**EXERCISE AIM:** Using the data below, copy each line that includes the word "nowrap".

**DATA RECORDS:**
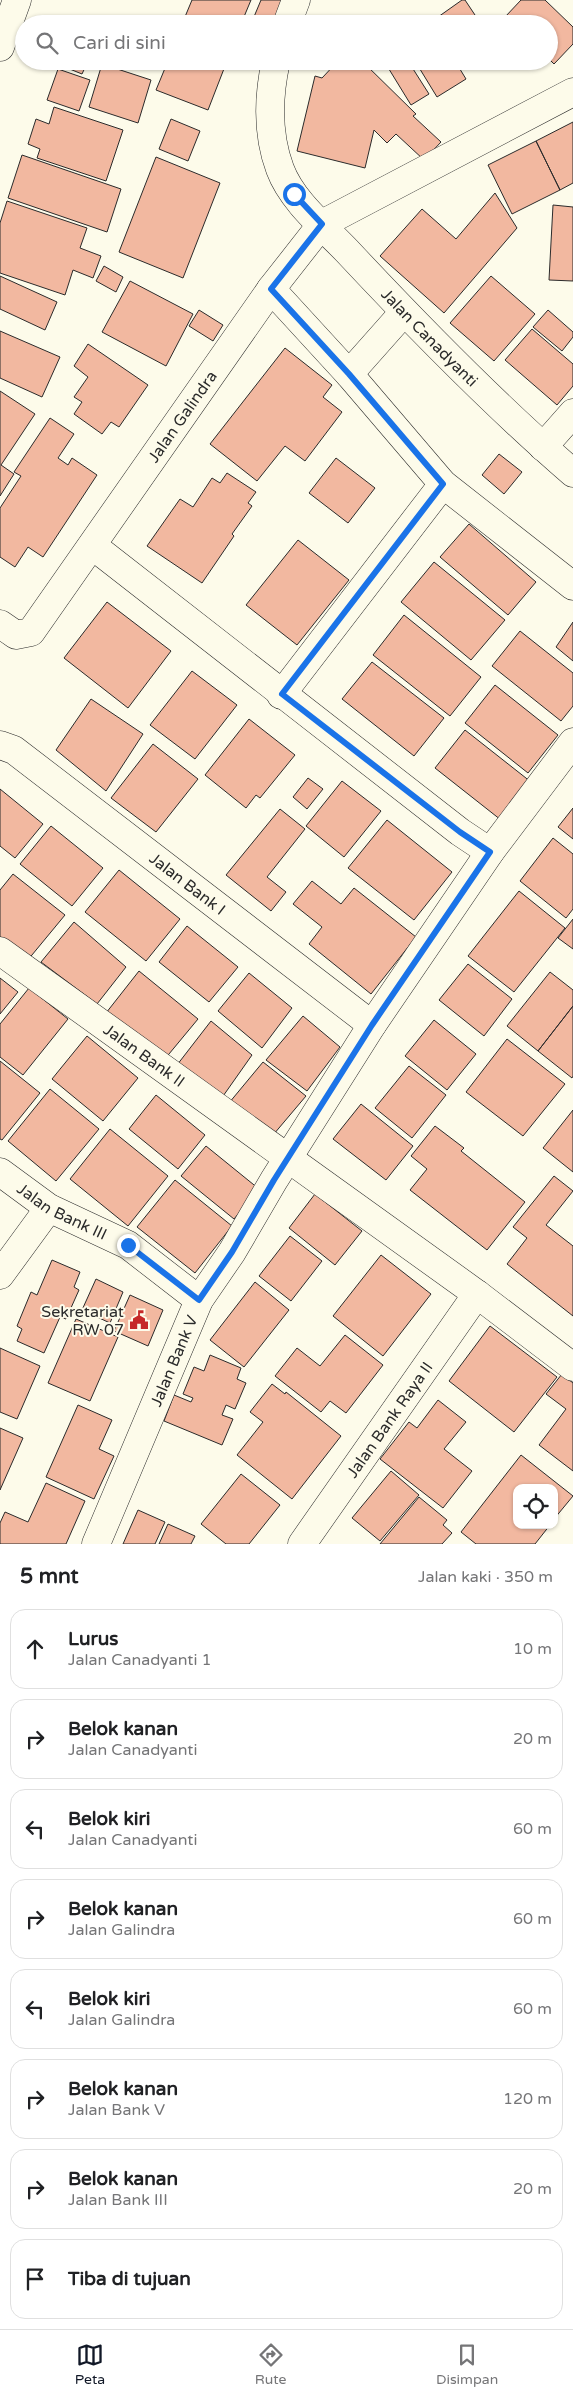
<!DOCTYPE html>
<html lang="id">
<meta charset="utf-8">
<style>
:root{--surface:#fff;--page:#f6f6f6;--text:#202124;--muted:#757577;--line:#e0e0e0;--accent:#111827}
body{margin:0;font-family:"Varela Round",sans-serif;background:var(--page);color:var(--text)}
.controls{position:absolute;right:15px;bottom:15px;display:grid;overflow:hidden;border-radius:10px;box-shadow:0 1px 4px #0004}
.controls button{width:45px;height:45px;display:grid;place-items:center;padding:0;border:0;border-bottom:1px solid var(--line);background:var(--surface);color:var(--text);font:25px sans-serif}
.stop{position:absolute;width:15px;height:15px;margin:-11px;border:4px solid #1a73e8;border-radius:50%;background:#fff}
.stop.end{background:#1a73e8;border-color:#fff;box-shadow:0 1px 5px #0008}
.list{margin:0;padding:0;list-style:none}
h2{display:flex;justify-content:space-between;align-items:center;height:65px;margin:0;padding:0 20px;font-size:21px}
h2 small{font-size:16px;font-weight:400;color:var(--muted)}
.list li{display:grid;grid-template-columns:32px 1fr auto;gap:15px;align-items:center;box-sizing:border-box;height:80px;margin:0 10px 10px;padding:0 10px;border:1px solid var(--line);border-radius:15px}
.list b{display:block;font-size:19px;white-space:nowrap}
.list p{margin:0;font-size:16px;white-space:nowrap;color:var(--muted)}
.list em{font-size:16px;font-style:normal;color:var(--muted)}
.icon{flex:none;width:28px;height:28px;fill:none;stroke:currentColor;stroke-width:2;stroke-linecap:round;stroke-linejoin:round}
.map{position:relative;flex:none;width:573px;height:1544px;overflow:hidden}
.search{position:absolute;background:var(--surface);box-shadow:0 1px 4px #0004;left:15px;right:15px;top:15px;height:55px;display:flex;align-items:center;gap:12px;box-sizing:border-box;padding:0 18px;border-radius:28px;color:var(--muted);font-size:19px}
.sheet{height:785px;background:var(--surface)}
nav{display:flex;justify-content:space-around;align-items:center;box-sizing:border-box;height:70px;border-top:1px solid var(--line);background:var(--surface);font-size:14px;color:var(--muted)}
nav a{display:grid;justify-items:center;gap:2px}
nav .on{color:var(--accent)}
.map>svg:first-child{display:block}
.building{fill:#f2b8a0;stroke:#2b2b2b}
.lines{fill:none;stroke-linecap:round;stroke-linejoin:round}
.street-casing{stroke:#2b2b2b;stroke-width:29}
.street{stroke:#fdfbea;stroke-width:28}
.route{stroke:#1a73e8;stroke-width:6}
.labels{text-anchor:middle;stroke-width:4;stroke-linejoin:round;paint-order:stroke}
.street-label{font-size:16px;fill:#2b2b2b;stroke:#fdfbea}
.poi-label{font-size:16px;fill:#2b2b2b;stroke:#fdfbea;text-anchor:end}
</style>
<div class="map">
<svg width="573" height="1544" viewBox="0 0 573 1544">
<rect width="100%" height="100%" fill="#fdfbea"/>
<path class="building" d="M192 0H251L241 24H182Z
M261 0H286L276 24H251Z
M462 0H465L481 24H443L438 17Z
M521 0H545L573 27V44L554 64 549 59V24H512L505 17Z
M50 61H88L82 74Z
M168 61H227L208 110 156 90Z
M338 61H362L416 114 413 116 441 142 424 160 396 134 387 143 374 130 365 168 297 151 315 76 322 78Z
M384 61H408L429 94 411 105Z
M415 61H455L466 79 437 97Z
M102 64 151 80 138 123 89 107Z
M58 69 90 80 79 111 47 100Z
M54 107 123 130 106 181 37 158 40 149 28 144 36 119 49 124Z
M171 119 200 131 188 161 159 149Z
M573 122V183L560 190 536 141Z
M536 141 560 190 512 214 488 165Z
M22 155 121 189 107 232 8 198Z
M156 157 220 183 183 278 119 252Z
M495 193 517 228 444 313 380 256 422 209 456 239Z
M7 201 87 228 80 248 101 256 93 278 73 270 65 295 0 273V223Z
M553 205 573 207V281L549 280Z
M104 266 123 277 116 292 96 281Z
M0 276 57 302 45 330 0 309Z
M491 276 535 314 494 361 450 323Z
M130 281 193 314 166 366 102 332Z
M199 310 223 325 213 341 189 326Z
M548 310 573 332V337L562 351 533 327Z
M532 329 573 364V386L557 405 505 360Z
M0 331 60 357 42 397 0 378Z
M88 344 148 385 119 427 111 422 102 434 74 414 82 402 74 397 88 377 74 366Z
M285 348 332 385 323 397 342 412 305 461 285 446 257 481 210 444Z
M0 391 35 414 1 465 14 474 0 496Z
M50 418 74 434 58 458 68 465 72 458 97 475 43 557 28 547 15 567 0 557V508L21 476 14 472Z
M499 454 522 472 504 494 482 475Z
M336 458 375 488 348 523 309 493Z
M227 473 256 492 248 503 252 506 232 534 234 536 202 583 147 546 180 499 193 507 212 478 220 483Z
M469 524 536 582 508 615 440 557Z
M298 540 349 580 297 645 246 605Z
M434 562 505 620 471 660 401 602Z
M107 602 171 651 128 708 64 658Z
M404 615 481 677 450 716 373 655Z
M573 622V661L556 647Z
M520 631 573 673V706L561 721 492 666Z
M372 662 444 718 414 756 342 699Z
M192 671 237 705 195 759 150 725Z
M495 685 558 735 528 773 465 723Z
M91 699 143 734 106 791 56 750Z
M249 719 295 755 260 798 256 795 246 808 205 775Z
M465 730 531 782 501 820 435 768Z
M153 744 198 779 156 832 111 798Z
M308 778 323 789 307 809 293 797Z
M342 781 381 811 344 857 306 826Z
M0 789 43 824 15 858 0 846Z
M573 808V839L558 827Z
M280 809 305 829 267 877 286 892 271 911 226 875Z
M387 820 452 872 414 920 348 868Z
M51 826 103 868 72 906 20 864Z
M553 838 573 854V909L566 918 520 881Z
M119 870 180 919 146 961 85 912Z
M13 874 65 915 27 961 0 939V890Z
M312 881 341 904 354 888 416 937 371 994 309 944 322 927 293 904Z
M519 891 565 928 514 992 468 956Z
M573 919V949L558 938Z
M74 922 126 967 97 1004 41 962Z
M187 926 238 967 209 1002 159 962Z
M468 964 512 999 484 1036 439 1000Z
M139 971 198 1019 164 1060 106 1013Z
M550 972 573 990V1006L538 1051 507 1026Z
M249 973 292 1008 262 1048 218 1011Z
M0 978 18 992 0 1014Z
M29 988 68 1019 23 1075 0 1057V1024Z
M573 1006V1076L572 1078 538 1051Z
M303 1016 340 1047 307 1091 266 1060Z
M434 1020 476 1054 447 1090 405 1056Z
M211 1021 252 1055 221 1099 177 1065Z
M87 1036 138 1078 103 1121 52 1079Z
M507 1039 565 1084 523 1136 466 1092Z
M0 1061 40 1093 2 1140 0 1139Z
M263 1062 306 1096 268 1141 224 1109Z
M409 1066 446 1095 412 1138 375 1108Z
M50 1089 99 1129 56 1181 8 1141Z
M156 1095 205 1135 178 1169 129 1129Z
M361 1104 413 1146 386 1180 333 1139Z
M573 1110V1172L543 1148Z
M435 1126 464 1148 461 1151 525 1202 487 1250 410 1190 427 1169 411 1156Z
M110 1129 168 1176 128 1226 70 1179Z
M206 1146 259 1189 234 1219 181 1176Z
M554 1176 573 1191 546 1225 573 1246V1316L507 1264 527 1238 513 1227Z
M175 1180 232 1226 195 1273 137 1227Z
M315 1194 362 1231 335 1265 289 1228Z
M290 1236 322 1261 291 1301 259 1276Z
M381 1255 431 1294 383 1356 333 1316Z
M52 1260 80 1272 74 1287 79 1290 66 1319 60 1317 44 1353 17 1341 22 1329 17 1326 31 1292 37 1295Z
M96 1279 123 1292 110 1323 82 1310Z
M255 1282 289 1310 244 1367 210 1340Z
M130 1295 163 1310 148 1346 114 1331Z
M76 1319 118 1337 90 1401 48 1383Z
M490 1326 557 1377 514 1432 449 1381Z
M345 1335 383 1365 346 1413 330 1401 321 1412 275 1376 297 1348 320 1366Z
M0 1348 40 1366 17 1419 0 1412Z
M210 1355 241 1368 237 1379 246 1383 235 1409 226 1405 222 1415 233 1419 222 1445 164 1421 174 1395 191 1402 193 1398 183 1394 194 1367 204 1371Z
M562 1374 573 1383V1471L539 1445 566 1409 546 1394Z
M272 1384 285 1394 286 1392 341 1436 292 1499 237 1455 263 1422 250 1412Z
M438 1400 466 1422 444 1449 472 1471 443 1508 380 1459 409 1422 417 1428Z
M78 1405 112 1420 99 1449 114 1456 94 1499 46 1477Z
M0 1428 23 1438 0 1490Z
M521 1455 573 1496 554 1519V1488H517V1525H550L535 1544H476L461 1532Z
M391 1471 419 1495 380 1541 352 1518Z
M241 1474 280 1505 249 1544H226L201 1524Z
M46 1483 85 1501 66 1544H0V1523L5 1512 28 1522Z
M419 1497 447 1520 443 1525 452 1533 442 1544H380Z
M138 1510 165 1522 155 1544H123Z
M168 1524 195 1536 191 1544H159Z"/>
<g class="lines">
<g class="street-casing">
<g id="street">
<path d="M287 24 296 0"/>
<path d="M0 47 17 0"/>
<path id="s1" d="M276 61C268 97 267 134 280 169 292 201 323 226 347 251 419 328 493 404 573 473"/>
<path d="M271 289 349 374 443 484 573 586"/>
<path d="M349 374 404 312"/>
<path d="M543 447 573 413"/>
<path d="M93 546 460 832 490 852"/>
<path id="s2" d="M0 624 16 635 31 632 271 289 322 224 573 92"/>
<path d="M281 695 443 484"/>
<path id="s3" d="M0 745 14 750 372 1025"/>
<path id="s4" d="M0 951 477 1294 573 1367"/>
<path id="s5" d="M0 1172 49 1208 128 1245 199 1300"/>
<path d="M0 1275 49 1208"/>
<path id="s6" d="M96 1544 199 1300 232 1252 274 1180 372 1025 490 852 573 742"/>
<path id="s7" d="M302 1544 477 1294"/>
</g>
</g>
<use href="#street" class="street"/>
</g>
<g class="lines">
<path class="route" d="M128 1245 199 1300 232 1252 274 1180 372 1025 490 852 460 832 282 694 443 484 349 374 271 289 322 224 294 194"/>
</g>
<defs>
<g id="civic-bare" transform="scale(1.5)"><path d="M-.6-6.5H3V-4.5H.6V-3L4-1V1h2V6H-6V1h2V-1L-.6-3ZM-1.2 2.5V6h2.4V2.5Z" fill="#c62828" stroke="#fdfbea" stroke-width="2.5" paint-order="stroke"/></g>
</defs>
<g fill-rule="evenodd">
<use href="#civic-bare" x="139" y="1320"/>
</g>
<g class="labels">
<g class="street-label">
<text dy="6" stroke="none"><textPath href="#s1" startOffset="336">Jalan Canadyanti</textPath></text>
<text dy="6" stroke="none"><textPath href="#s2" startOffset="298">Jalan Galindra</textPath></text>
<text dy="6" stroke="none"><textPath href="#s3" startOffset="234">Jalan Bank I</textPath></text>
<text dy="6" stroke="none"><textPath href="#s4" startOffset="178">Jalan Bank II</textPath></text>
<text dy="6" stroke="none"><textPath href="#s5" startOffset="74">Jalan Bank III</textPath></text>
<text dy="6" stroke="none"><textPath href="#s6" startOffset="199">Jalan Bank V</textPath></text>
<text dy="6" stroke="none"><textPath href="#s7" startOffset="152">Jalan Bank Raya II</textPath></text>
</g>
<g class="poi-label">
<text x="124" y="1317">Sekretariat<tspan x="124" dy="18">RW 07</tspan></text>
</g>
</g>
</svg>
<div class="controls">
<button><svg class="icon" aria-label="locate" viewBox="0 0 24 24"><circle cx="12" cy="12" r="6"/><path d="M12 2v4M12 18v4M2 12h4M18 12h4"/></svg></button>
</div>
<div class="stop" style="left:294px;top:194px"></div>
<div class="stop end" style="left:128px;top:1245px"></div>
<div class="search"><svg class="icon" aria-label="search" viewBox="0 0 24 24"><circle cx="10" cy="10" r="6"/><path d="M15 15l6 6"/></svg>Cari di sini</div>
</div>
<section class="sheet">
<h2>5 mnt<small>Jalan kaki · 350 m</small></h2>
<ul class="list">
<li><svg class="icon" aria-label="ahead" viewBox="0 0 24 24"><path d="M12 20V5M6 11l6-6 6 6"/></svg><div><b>Lurus</b><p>Jalan Canadyanti 1</p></div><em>10 m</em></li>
<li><svg class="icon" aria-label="right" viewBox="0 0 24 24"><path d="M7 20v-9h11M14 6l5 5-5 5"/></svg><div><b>Belok kanan</b><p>Jalan Canadyanti</p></div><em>20 m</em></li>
<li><svg class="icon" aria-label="left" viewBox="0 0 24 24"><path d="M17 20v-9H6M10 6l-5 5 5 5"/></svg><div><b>Belok kiri</b><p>Jalan Canadyanti</p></div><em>60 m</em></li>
<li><svg class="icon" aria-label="right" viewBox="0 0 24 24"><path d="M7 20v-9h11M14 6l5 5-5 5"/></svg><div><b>Belok kanan</b><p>Jalan Galindra</p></div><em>60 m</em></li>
<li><svg class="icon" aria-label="left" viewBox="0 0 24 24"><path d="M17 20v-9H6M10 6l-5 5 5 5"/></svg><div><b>Belok kiri</b><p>Jalan Galindra</p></div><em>60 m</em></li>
<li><svg class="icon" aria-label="right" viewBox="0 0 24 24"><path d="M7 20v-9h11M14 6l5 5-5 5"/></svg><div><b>Belok kanan</b><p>Jalan Bank V</p></div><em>120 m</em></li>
<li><svg class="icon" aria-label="right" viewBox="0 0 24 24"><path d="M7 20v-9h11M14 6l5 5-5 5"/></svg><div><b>Belok kanan</b><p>Jalan Bank III</p></div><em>20 m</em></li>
<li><svg class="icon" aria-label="arrive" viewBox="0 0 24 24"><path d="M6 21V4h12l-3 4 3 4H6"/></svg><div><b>Tiba di tujuan</b></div></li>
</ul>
</section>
<nav>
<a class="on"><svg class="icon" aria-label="map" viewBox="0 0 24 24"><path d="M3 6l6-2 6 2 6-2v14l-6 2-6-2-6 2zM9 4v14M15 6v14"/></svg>Peta</a>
<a><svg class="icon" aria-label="directions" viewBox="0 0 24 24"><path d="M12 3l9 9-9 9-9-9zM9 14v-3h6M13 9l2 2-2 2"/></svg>Rute</a>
<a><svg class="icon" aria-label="saved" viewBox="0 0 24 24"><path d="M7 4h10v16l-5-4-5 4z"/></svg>Disimpan</a>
</nav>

**ANSWER SPACE:**
.list b{display:block;font-size:19px;white-space:nowrap}
.list p{margin:0;font-size:16px;white-space:nowrap;color:var(--muted)}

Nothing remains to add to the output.